Monday, February 23, 2015

Three months


Yesterday marked three months since Tenley was born and today marks three months since she passed away. I cannot believe that three months has gone by. It seems like just yesterday I held her in arms and kissed her sweet face as she drifted to heaven. 

Most parents take pictures of their three month old babies and post them online saying how time has flown by. My heart aches that I will never do that with Tenley. Instead of taking pictures of her, loving on her, and gushing over how much she has grown, we missed her and I cried for her.

My husband and I decided that we needed to take a few moments somewhere peaceful to remember her. We went for a drive not too far from our home and found a beautiful spot to spend a moment commemorating her life. We climbed a little hill that overlooked a small valley and the mountains all around. It was the greenest I have ever seen California hills; the birds were singing, flowers blooming, and the sun just peeking through the cloudy sky. It was perfect. There we spread some red rose petals and a single rose for her. Although it was a painful moment, it felt good to do something for her. We have spent so much time grieving that we haven't celebrated her life since she has died. And her life is well worth celebrating, because it has changed ours forever. 
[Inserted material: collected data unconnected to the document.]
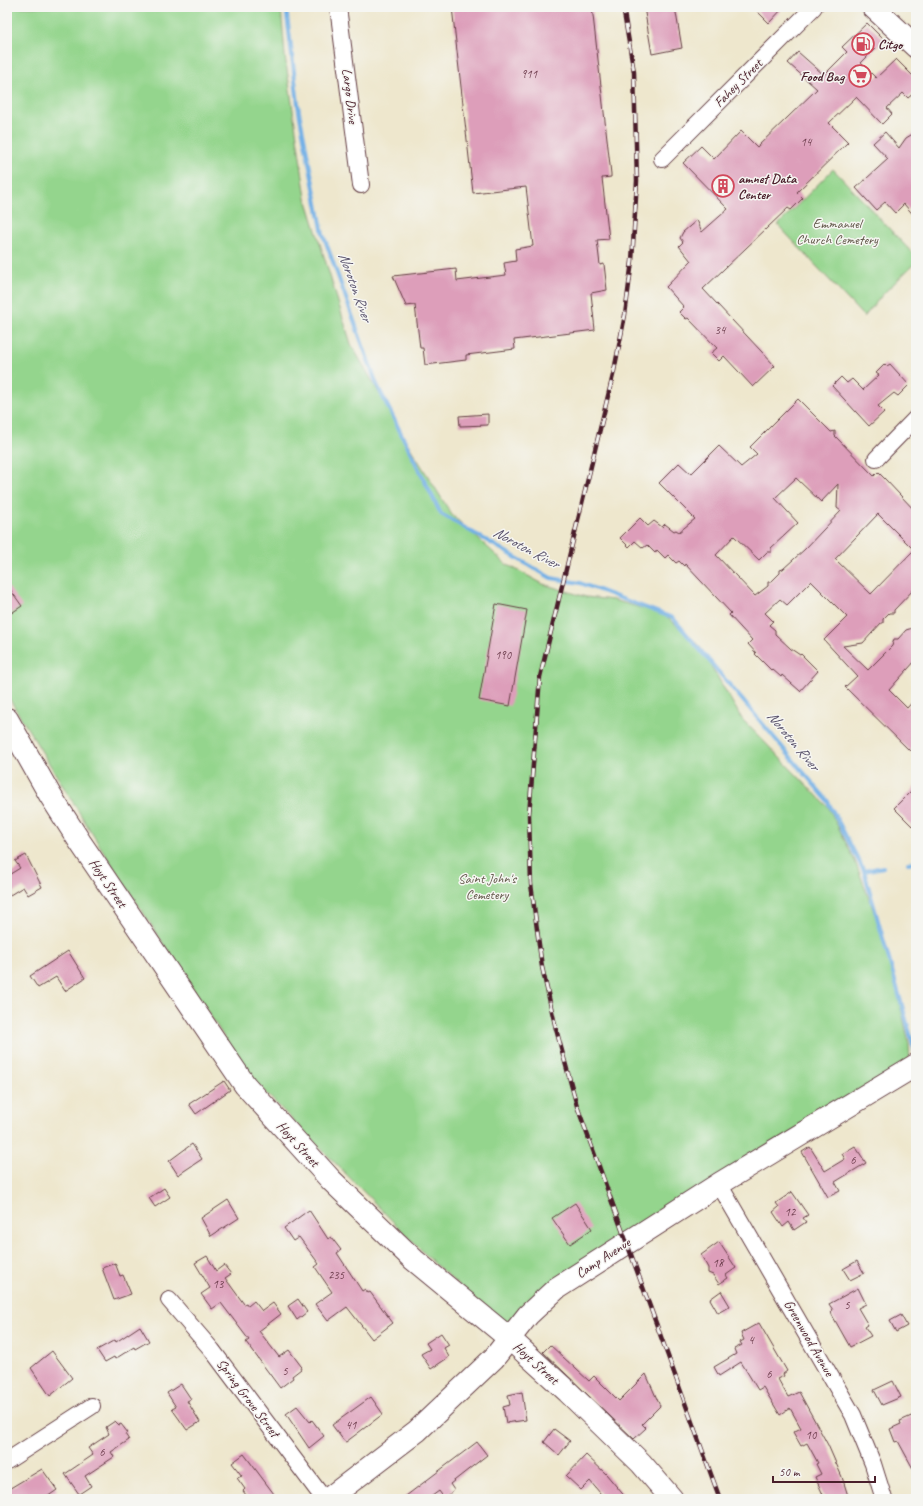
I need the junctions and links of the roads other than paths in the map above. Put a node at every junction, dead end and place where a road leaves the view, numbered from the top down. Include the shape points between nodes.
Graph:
1 (338, 7) edge
2 (814, 7) edge
3 (873, 7) edge
4 (916, 47) edge
5 (662, 158) dead end
6 (361, 185) dead end
7 (916, 418) edge
8 (876, 458) dead end
9 (7, 719) edge
10 (915, 1066) edge
11 (719, 1184) junction
12 (169, 1300) dead end
13 (510, 1339) junction
14 (92, 1406) dead end
15 (7, 1461) edge
16 (324, 1499) edge
17 (328, 1499) edge
18 (672, 1499) edge
19 (884, 1499) edge

1 - 6 street, Largo Drive
2 - 5 street, Fahey Street
3 - 4 main road
7 - 8 street
9 - 13 main road, Hoyt Street via 76,835 245,1085 314,1162 414,1260
10 - 11 main road, Camp Avenue
11 - 13 main road, Camp Avenue via 557,1288 528,1315
11 - 19 street, Greenwood Avenue via 854,1415
12 - 16 street, Spring Grove Street via 212,1350
13 - 17 main road, Camp Avenue via 494,1358 417,1431
13 - 18 main road, Hoyt Street via 641,1463
14 - 15 street

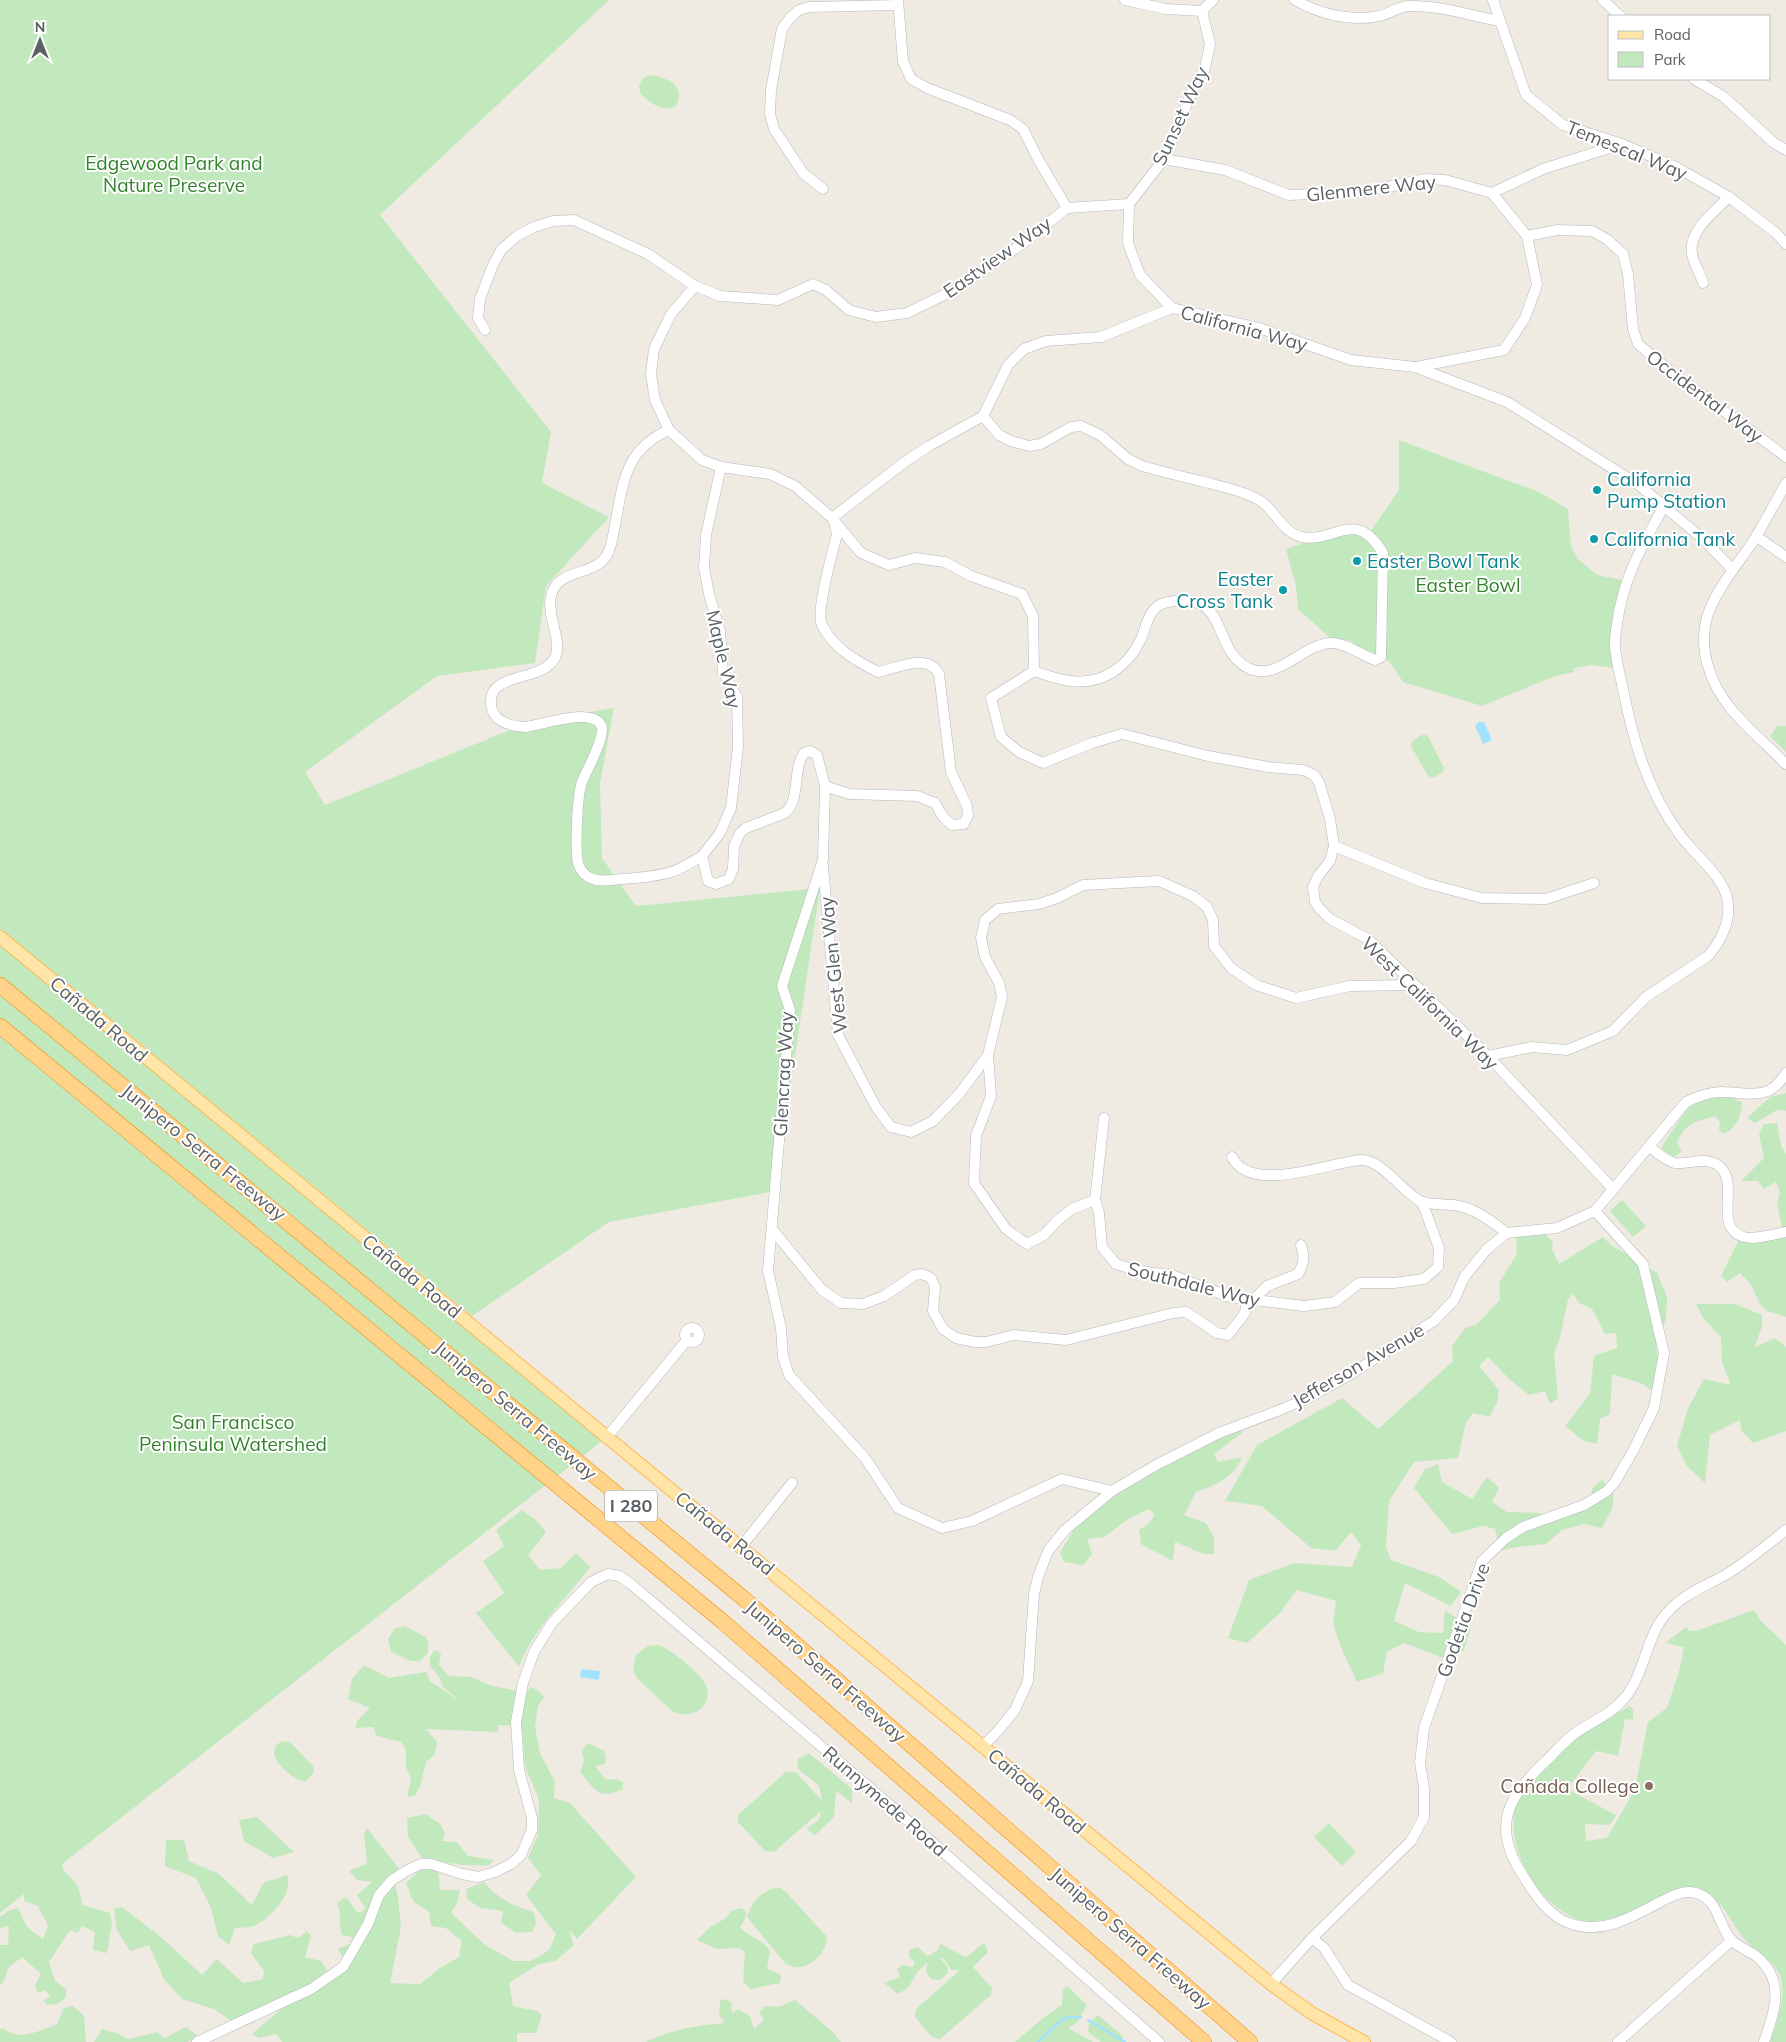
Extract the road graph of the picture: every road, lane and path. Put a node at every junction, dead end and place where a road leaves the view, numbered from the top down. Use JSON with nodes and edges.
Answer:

Thursday, February 19, 2015

Truth Behind the Smile



Every day is different for us and we can never predict what kind of day it will be. Some days I can barely contain my tears, and other days I am numb to everything around me. Brendan has days where he is so angry that he struggles to make simple decisions, days when he seems to be okay, and other days he is numb. The pain is still as deep and awful as it was the day Tenley died. We are beginning to accept that this pain is something we will have to live with for the rest of our lives. Whatever the future may bring, it will not bring Tenley back. The whole in our hearts cannot be filled.

I can best describe the grief as a thick blanket of fog that lays over us. It makes it hard to see things clearly, to make decisions, and worst of all it makes it hard to see anything good around us. We have found that we can easily pick out the bad things going on in this world and struggle to see any good. We have learned that Earth is a place of pain and sadness. I know there can be happiness, but we cannot see it through the fog right now.

We have gotten to the point where we can get up every day, get dressed, and go to work. We have learned to smile and laugh when we talk to others. I can even say, "Have a great day," to people now. The smile is genuine, but know, that when you see us doing these everyday things, it is not because we are healed, happy, or moving on. That is us getting stronger. The more we live, the stronger we become. Each day we make a conscious decision to act in a way that will make us stronger as individuals and a couple.

Underneath what you see I am aching for Tenley. From the moment I wake up in the morning until I go to bed at night, she is on my mind. Some nights I even dream of her and how much I miss her. Every day I wonder why her life had to be so short. I know I will not have the answers until I am with her and our creator in heaven. Until then, I will smile, laugh, and function as I should, but behind what you see, the grief remains.